----- Task input
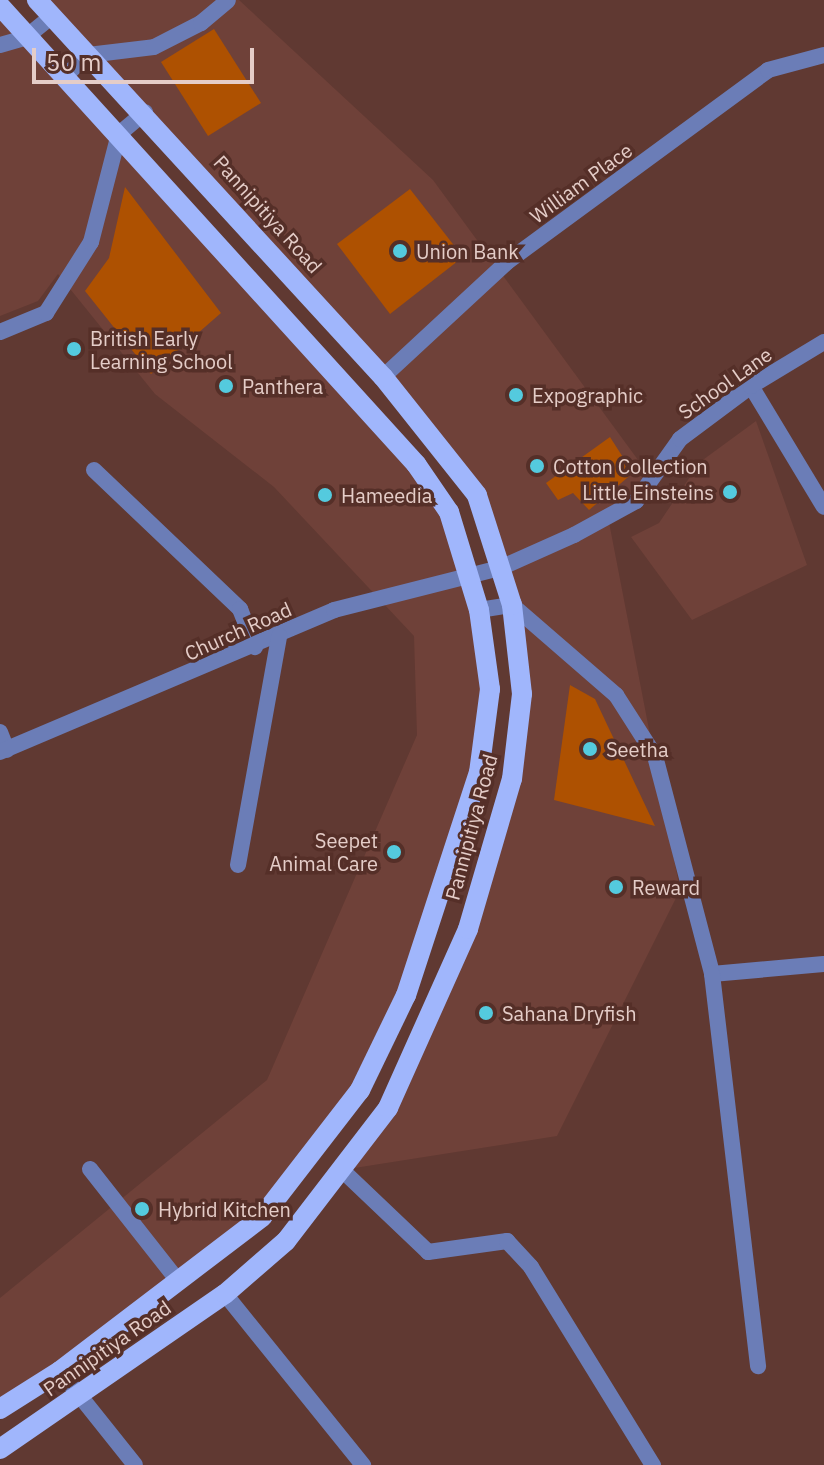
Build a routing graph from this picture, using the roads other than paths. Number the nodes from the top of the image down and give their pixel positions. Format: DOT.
graph roads {
  1 [pos="37,0"];
  2 [pos="228,0"];
  3 [pos="0,6"];
  4 [pos="51,17"];
  5 [pos="25,38"];
  6 [pos="0,45"];
  7 [pos="88,55"];
  8 [pos="824,55"];
  9 [pos="64,77"];
  10 [pos="145,112"];
  11 [pos="119,134"];
  12 [pos="0,332"];
  13 [pos="824,342"];
  14 [pos="383,377"];
  15 [pos="751,386"];
  16 [pos="94,470"];
  17 [pos="824,507"];
  18 [pos="500,568"];
  19 [pos="468,577"];
  20 [pos="512,605"];
  21 [pos="479,610"];
  22 [pos="279,636"];
  23 [pos="255,647"];
  24 [pos="0,732"];
  25 [pos="2,754"];
  26 [pos="238,865"];
  27 [pos="824,964"];
  28 [pos="712,974"];
  29 [pos="90,1169"];
  30 [pos="342,1170"];
  31 [pos="178,1281"];
  32 [pos="225,1294"];
  33 [pos="758,1366"];
  34 [pos="60,1371"];
  35 [pos="80,1398"];
  36 [pos="0,1409"];
  37 [pos="0,1449"];
  38 [pos="135,1465"];
  39 [pos="363,1465"];
  40 [pos="653,1465"];
  1 -- 4 [label="main road, Pannipitiya Road"];
  2 -- 7 [label="street"];
  3 -- 5 [label="main road, Pannipitiya Road"];
  4 -- 5 [label="street"];
  4 -- 7 [label="main road, Pannipitiya Road"];
  5 -- 6 [label="street"];
  5 -- 9 [label="main road, Pannipitiya Road"];
  7 -- 9 [label="street"];
  7 -- 10 [label="main road, Pannipitiya Road"];
  8 -- 14 [label="street, William Place"];
  9 -- 11 [label="main road, Pannipitiya Road"];
  10 -- 11 [label="street"];
  10 -- 14 [label="main road, Pannipitiya Road"];
  11 -- 12 [label="street"];
  11 -- 19 [label="main road, Pannipitiya Road"];
  13 -- 15 [label="street, School Lane"];
  14 -- 18 [label="main road, Pannipitiya Road"];
  15 -- 17 [label="street"];
  15 -- 18 [label="street, School Lane"];
  16 -- 23 [label="street"];
  18 -- 19 [label="street, Church Road"];
  18 -- 20 [label="main road, Pannipitiya Road"];
  19 -- 21 [label="main road, Pannipitiya Road"];
  19 -- 22 [label="street, Church Road"];
  20 -- 21 [label="street"];
  20 -- 28 [label="street"];
  20 -- 30 [label="main road, Pannipitiya Road"];
  21 -- 31 [label="main road, Pannipitiya Road"];
  22 -- 23 [label="street, Church Road"];
  22 -- 26 [label="street"];
  23 -- 25 [label="street, Church Road"];
  24 -- 25 [label="street"];
  27 -- 28 [label="street"];
  28 -- 33 [label="street"];
  29 -- 31 [label="street"];
  30 -- 32 [label="main road, Pannipitiya Road"];
  30 -- 40 [label="street"];
  31 -- 34 [label="main road, Pannipitiya Road"];
  32 -- 35 [label="main road, Pannipitiya Road"];
  32 -- 39 [label="street"];
  34 -- 35 [label="street"];
  34 -- 36 [label="main road, Pannipitiya Road"];
  35 -- 37 [label="main road, Pannipitiya Road"];
  35 -- 38 [label="street"];
}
----------
- Task statement: Give the number of lines in the material above that have the word "roads" in them, and nothing more.

- Solution to this task: 2